Le chef de la police l'appelait en criant. Ce n'était jamais bon signe quand le patron était en colère.
Jake entra. « Monsieur ? »
Anderson était adossé à son bureau, les bras croisés. « Reynolds, j'ai examiné vos statistiques. Elles ne sont pas à la hauteur. Il faut que vous boucliez plus d'affaires chaque mois. »
Jake retint un soupir. Encore cette rengaine.
Résoudre une multitude de petites affaires ne valait pas autant que de résoudre des cas importants. La sécurité des citoyens ne devrait-elle pas primer ? Arrêter des criminels dangereux ne devrait-il pas être la priorité ?
Il mit les mains derrière son dos. « Je fais de mon mieux, Chef. Un bon travail d'enquête prend du temps. »
« Ne vous fatiguez pas, Chef. »
Jake se tourna vers la porte. Sa coéquipière, Taylor, se tenait là. « Reynolds ne choisit que les affaires qu'il juge importantes, pour pouvoir jouer les héros quand il les résout. »
Jake détourna le regard. « Il ne s'agit pas de mon ego, Loveless. Il s'agit de faire ce qui est juste. »
Sur le papier, Taylor était douée dans son travail. Elle bouclait les affaires rapidement et le chef l'appréciait pour ça, mais elle ne cherchait jamais à traiter les cas les plus cruciaux.
Lui n'était pas devenu policier pour avoir les meilleures statistiques. Il avait rejoint les forces de l'ordre pour protéger ceux qui en avaient besoin.
« Ça suffit, vous deux. » Le chef fronça les sourcils. « Reynolds, augmentez ces chiffres. Je ne peux pas diriger un service qui n'atteint pas ses objectifs. »
Il voulait dire « Oubliez vos objectifs », mais il se contenta de saluer et retourna à son bureau. À peine assis, Taylor sauta sur son bureau.
« Quoi ? » dit-il avec agacement.
Elle fit la moue avant de hausser les épaules et de balancer ses jambes. Son pied effleura le sien.
« Tu ne peux pas être si sérieux tout le temps, Jake. »
Il se crispa quand elle utilisa son prénom. « Pas au boulot, Loveless. »
Elle examina ses ongles. « D'accord. Reynolds. Tu devrais te détendre. Je pourrais t'aider. »

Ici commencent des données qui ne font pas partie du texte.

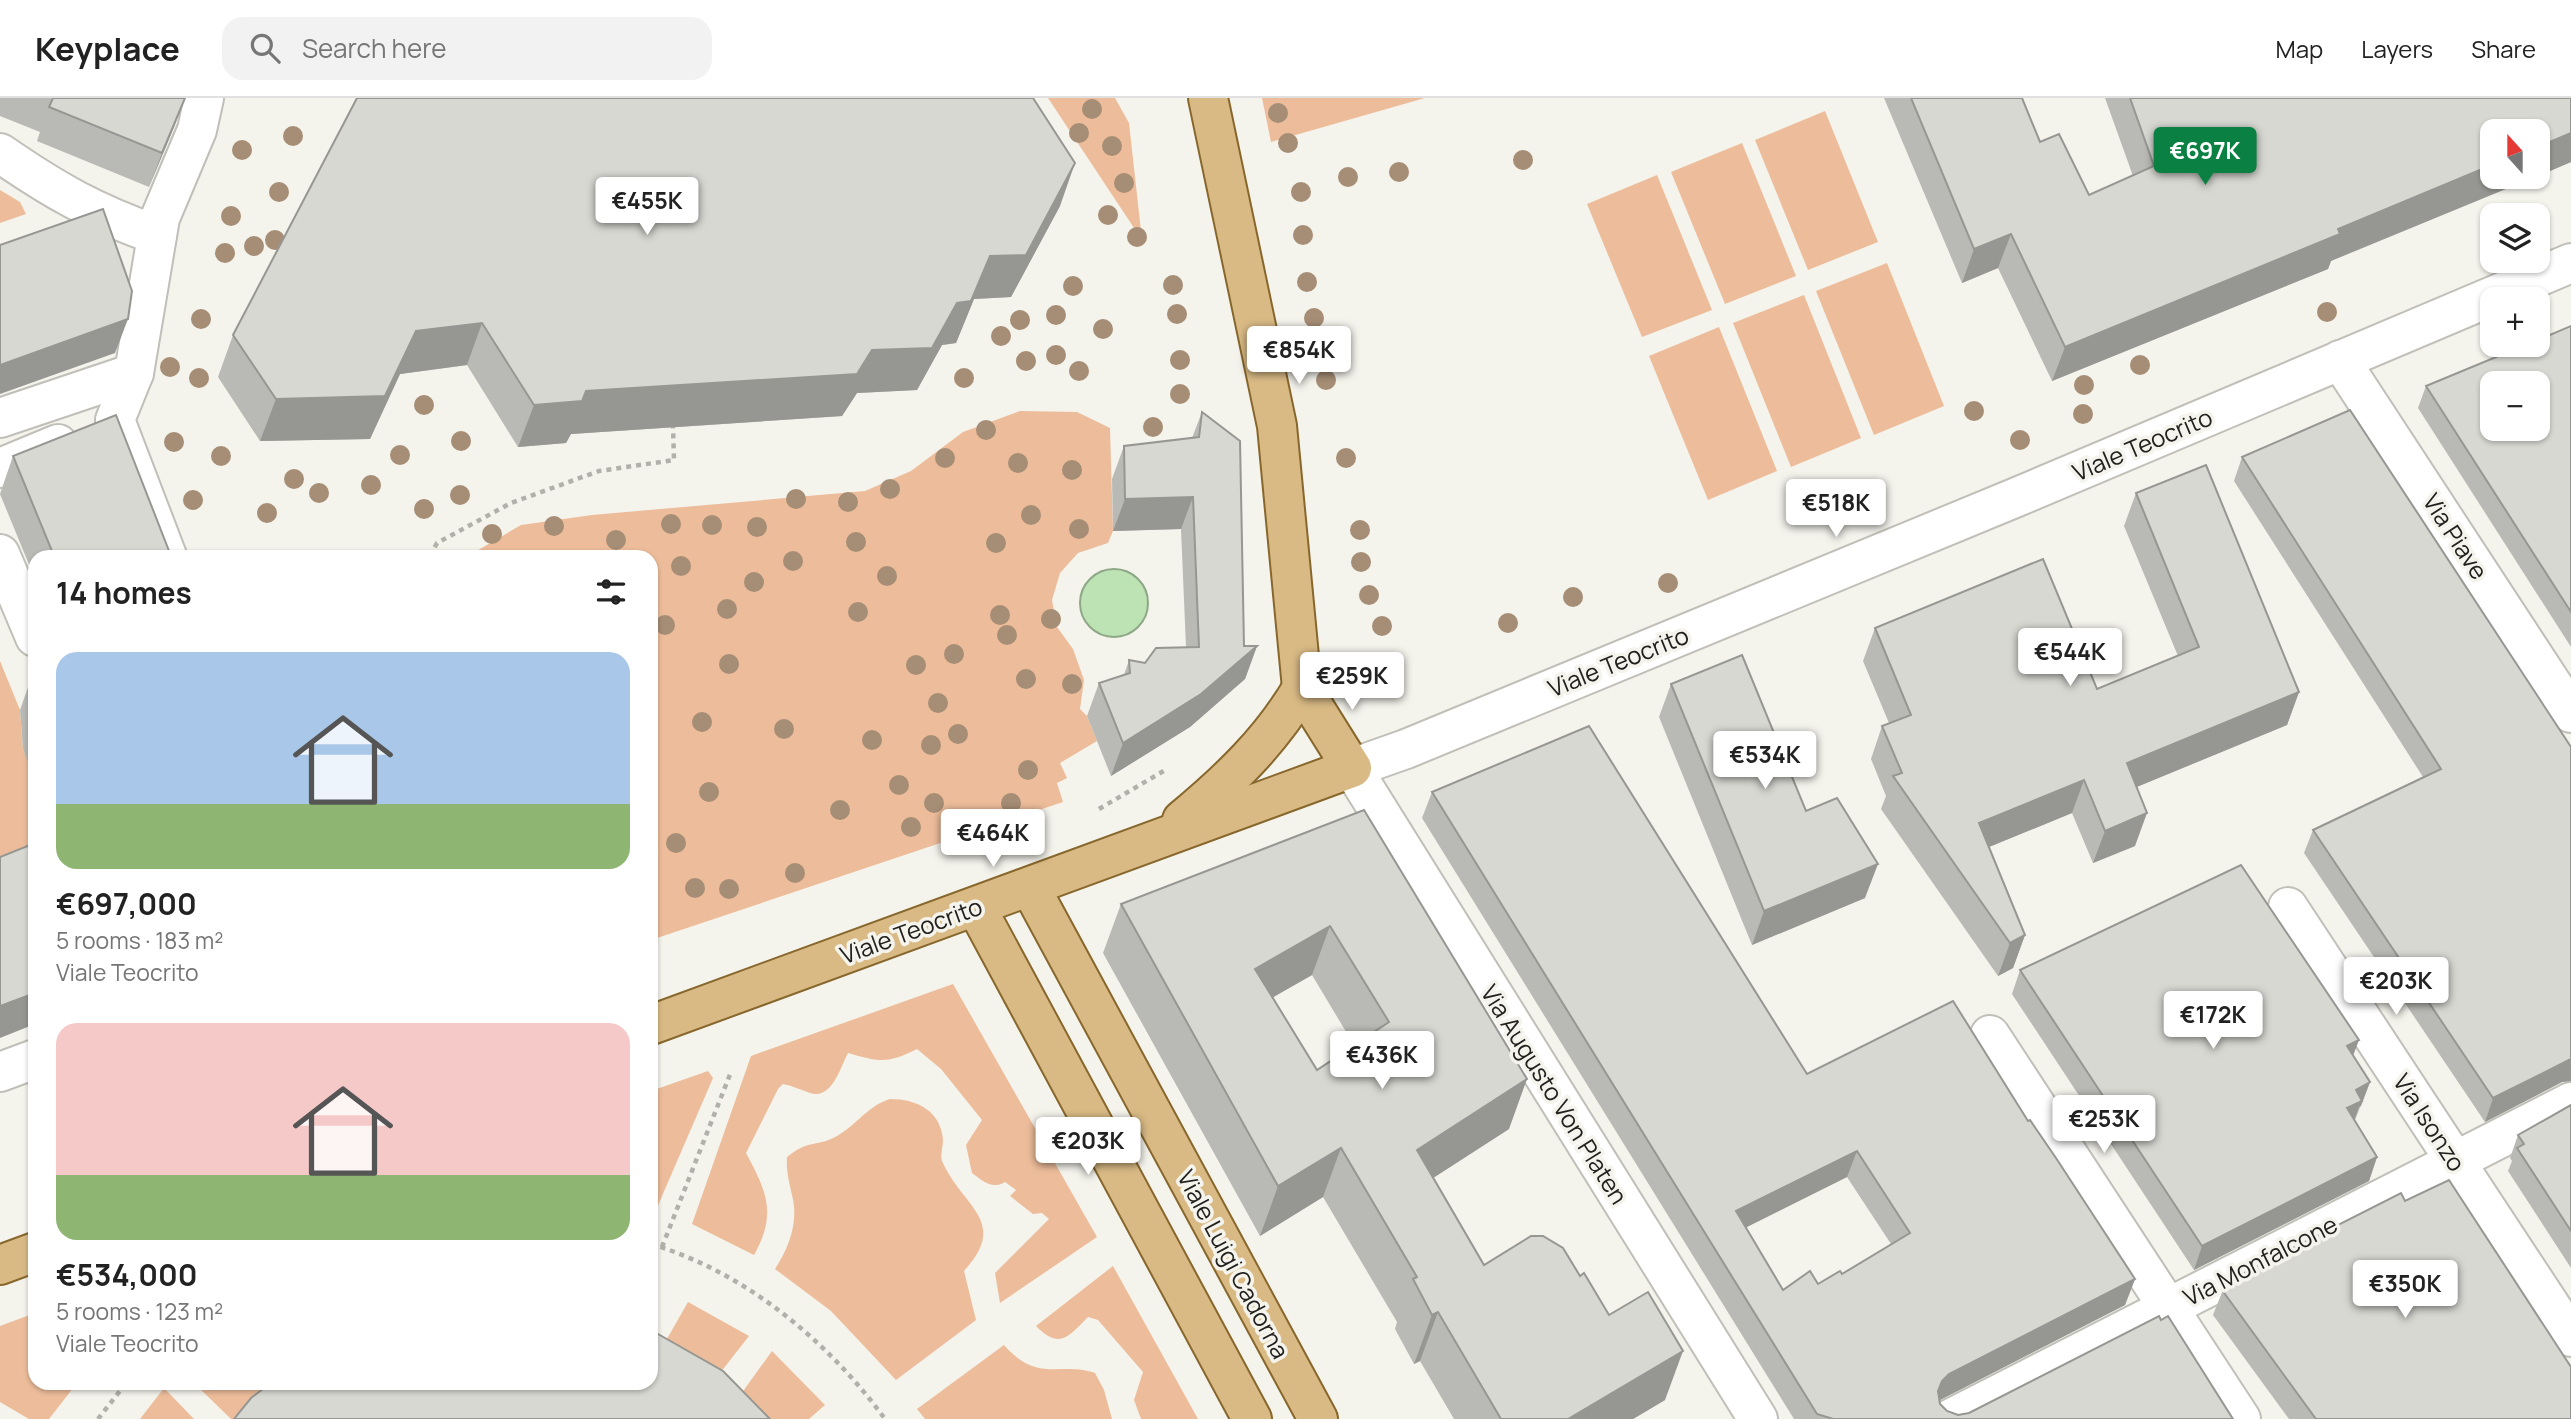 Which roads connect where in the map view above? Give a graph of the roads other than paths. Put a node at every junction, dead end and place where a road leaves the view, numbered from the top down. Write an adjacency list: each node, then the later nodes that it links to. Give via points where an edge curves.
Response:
1 (204, 98): 6 (street, via 197,130)
2 (1208, 98): 16 (main road, via 1277,426)
3 (0, 153): 4 (street)
4 (101, 216): 5 (street); 6 (street)
5 (63, 230)
6 (157, 235): 9 (street)
7 (2571, 263): 8 (street, Viale Teocrito)
8 (2340, 360): 17 (street, Via Piave); 18 (street, Viale Teocrito, via 2017,498)
9 (134, 373): 10 (street); 11 (street)
10 (0, 418)
11 (115, 420): 12 (street); 13 (street)
12 (0, 468)
13 (165, 550)
14 (0, 554): 15 (street)
15 (28, 620)
16 (1303, 688): 18 (main road); 19 (main road, via 1265,743 1224,786)
17 (2571, 713)
18 (1352, 768): 19 (main road, Viale Teocrito); 35 (street, Via Augusto Von Platen)
19 (1161, 838): 20 (main road, Viale Teocrito)
20 (1030, 887): 21 (main road, Viale Teocrito); 34 (main road, Viale Luigi Cadorna)
21 (976, 906): 23 (main road, Viale Teocrito); 33 (main road)
22 (2288, 907): 28 (street, Via Isonzo)
23 (658, 1022)
24 (1990, 1035): 31 (street)
25 (28, 1062): 26 (street)
26 (0, 1072)
27 (2571, 1102): 28 (street, Via Monfalcone)
28 (2455, 1160): 31 (street, Via Monfalcone); 32 (street, Via Isonzo)
29 (28, 1255): 30 (main road)
30 (0, 1265)
31 (2168, 1307): 36 (street, Via Monfalcone); 37 (street)
32 (2571, 1337)
33 (1252, 1419)
34 (1318, 1419)
35 (1758, 1419)
36 (1950, 1419)
37 (2242, 1419)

« Tu as entendu le chef », dit Jake sèchement. « Je n'ai pas le temps pour ça. »
Elle posa sa main sur son épaule, faisant glisser ses doigts le long de son bras. « On verra ça. »
Elle s'éloigna. Jake laissa sa tête tomber en arrière. Merde.
« Je déteste l'admettre, mais elle n'a pas tort. »
Jake ouvrit les yeux. Liam était appuyé contre le mur. « Tu t'en sortirais peut-être mieux si tu avais un peu d'équilibre entre le boulot et ta vie perso. Fais une pause de temps en temps, mec. »
Jake grimaça. Son cousin l'ignora, passant ses doigts dans ses longs cheveux bruns qui lui arrivaient maintenant au menton.
Il avait l'air ridicule, plus surfeur que flic. Leur père, l'oncle de Jake, lui en faisait toujours voir, mais il n'écoutait jamais. Probablement par esprit de contradiction.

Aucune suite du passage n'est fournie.